Specifically, this project aims to enhance the Allen Institute’s ability to generate multi-dimensional data, using the Patch-seq method, and to capture the full structure of neurons from whole brain images through automation, machine vision modeling, and advanced computational techniques. Another key aim of the project is to share the tools they develop with the broader researcher community so that experts across the field can contribute to characterizing cell types and circuits across the whole mouse brain.

“We will develop sophisticated machine learning-based approaches to bring the morphological descriptions of cell types into alignment with transcriptomics, connectomics, and long-range axonal projection data,” said Staci Sorensen, Ph.D., Associate Director of Neuroanatomy at the Allen Institute. “So far, we feel pretty excited about the results that we’re getting. I think it will work especially well at cell subclass levels.”

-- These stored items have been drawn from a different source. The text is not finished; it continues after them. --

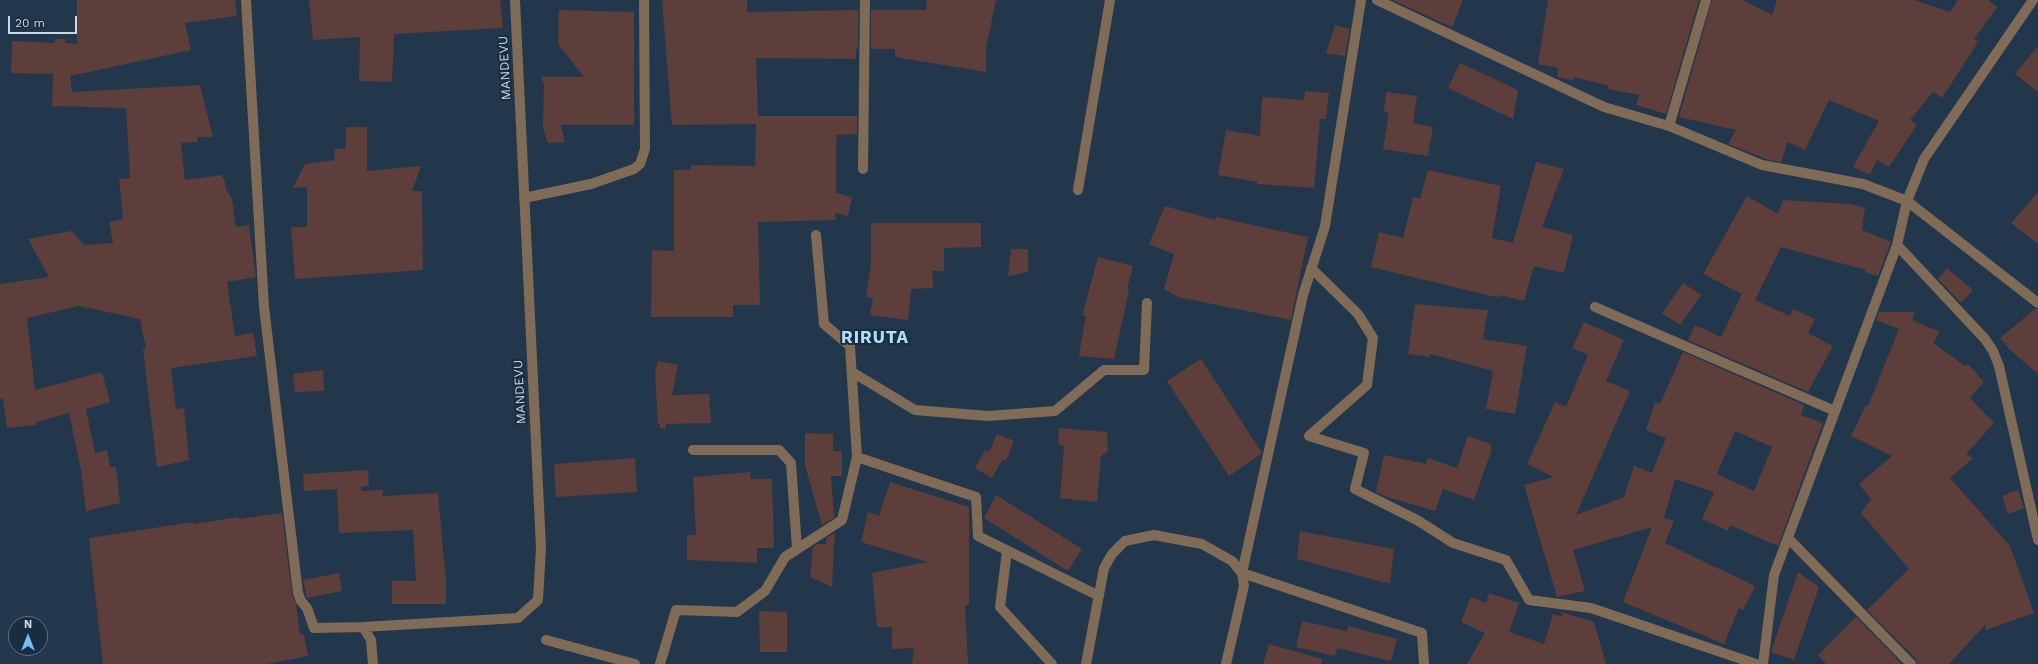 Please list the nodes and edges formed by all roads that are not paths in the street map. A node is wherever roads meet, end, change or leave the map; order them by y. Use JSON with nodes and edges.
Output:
{"nodes":[{"id":1,"x":246,"y":0,"type":"edge"},
{"id":2,"x":514,"y":0,"type":"edge"},
{"id":3,"x":644,"y":0,"type":"edge"},
{"id":4,"x":865,"y":0,"type":"edge"},
{"id":5,"x":1110,"y":0,"type":"edge"},
{"id":6,"x":1361,"y":0,"type":"edge"},
{"id":7,"x":1377,"y":0,"type":"edge"},
{"id":8,"x":1706,"y":0,"type":"edge"},
{"id":9,"x":2033,"y":0,"type":"edge"},
{"id":10,"x":1669,"y":126,"type":"junction"},
{"id":11,"x":863,"y":169,"type":"dead end"},
{"id":12,"x":1078,"y":190,"type":"dead end"},
{"id":13,"x":524,"y":198,"type":"junction"},
{"id":14,"x":1907,"y":201,"type":"junction"},
{"id":15,"x":816,"y":235,"type":"dead end"},
{"id":16,"x":1897,"y":245,"type":"junction"},
{"id":17,"x":1312,"y":268,"type":"junction"},
{"id":18,"x":1147,"y":303,"type":"dead end"},
{"id":19,"x":2038,"y":303,"type":"edge"},
{"id":20,"x":1595,"y":307,"type":"dead end"},
{"id":21,"x":852,"y":372,"type":"junction"},
{"id":22,"x":1835,"y":411,"type":"junction"},
{"id":23,"x":693,"y":450,"type":"dead end"},
{"id":24,"x":857,"y":457,"type":"junction"},
{"id":25,"x":2035,"y":516,"type":"edge"},
{"id":26,"x":1788,"y":538,"type":"junction"},
{"id":27,"x":2038,"y":540,"type":"edge"},
{"id":28,"x":797,"y":549,"type":"junction"},
{"id":29,"x":1007,"y":551,"type":"junction"},
{"id":30,"x":1242,"y":573,"type":"junction"},
{"id":31,"x":1099,"y":596,"type":"junction"},
{"id":32,"x":363,"y":627,"type":"junction"},
{"id":33,"x":546,"y":640,"type":"dead end"},
{"id":34,"x":373,"y":664,"type":"edge"},
{"id":35,"x":635,"y":664,"type":"edge"},
{"id":36,"x":660,"y":664,"type":"edge"},
{"id":37,"x":1052,"y":664,"type":"edge"},
{"id":38,"x":1086,"y":664,"type":"edge"},
{"id":39,"x":1226,"y":664,"type":"edge"},
{"id":40,"x":1424,"y":664,"type":"edge"},
{"id":41,"x":1756,"y":664,"type":"edge"},
{"id":42,"x":1764,"y":664,"type":"edge"},
{"id":43,"x":1911,"y":664,"type":"edge"}],
"edges":[{"from":1,"to":32,"type":"street","name":"MANDEVU"},
{"from":2,"to":13,"type":"street","name":"MANDEVU"},
{"from":3,"to":13,"type":"street"},
{"from":4,"to":11,"type":"street"},
{"from":5,"to":12,"type":"street"},
{"from":6,"to":17,"type":"street"},
{"from":7,"to":10,"type":"street"},
{"from":8,"to":10,"type":"street"},
{"from":9,"to":14,"type":"street"},
{"from":10,"to":14,"type":"street"},
{"from":13,"to":32,"type":"street","name":"MANDEVU"},
{"from":14,"to":16,"type":"street"},
{"from":14,"to":19,"type":"street"},
{"from":15,"to":21,"type":"street"},
{"from":16,"to":22,"type":"street"},
{"from":16,"to":25,"type":"street"},
{"from":17,"to":30,"type":"street"},
{"from":17,"to":41,"type":"street"},
{"from":18,"to":21,"type":"street"},
{"from":20,"to":22,"type":"street"},
{"from":21,"to":24,"type":"street"},
{"from":22,"to":26,"type":"street"},
{"from":23,"to":28,"type":"street"},
{"from":24,"to":28,"type":"street"},
{"from":24,"to":29,"type":"street"},
{"from":25,"to":27,"type":"street"},
{"from":26,"to":42,"type":"street"},
{"from":26,"to":43,"type":"street"},
{"from":28,"to":36,"type":"street"},
{"from":29,"to":31,"type":"street"},
{"from":29,"to":37,"type":"street"},
{"from":30,"to":31,"type":"street"},
{"from":30,"to":39,"type":"street"},
{"from":30,"to":40,"type":"street"},
{"from":31,"to":38,"type":"street"},
{"from":32,"to":34,"type":"street"},
{"from":33,"to":35,"type":"street"}]}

About the BRAIN Initiative®

The BRAIN Initiative aims to revolutionize our understanding of the human brain by accelerating the development of innovative neurotechnologies. Through the application and dissemination of these scientific advancements, researchers will be able to produce a revolutionary new dynamic picture of the brain that, for the first time, shows how individual cells and complex neural circuits interact in both time and space. The BRAIN Initiative® is a partnership between Federal and non-Federal partners, with the National Institutes of Health (NIH) serving as a central and leading role in achieving this ambitious goal. The NIH BRAIN Initiative is made up and managed by 10 Institutes and Centers whose missions and current research portfolios complement the goals of the BRAIN Initiative.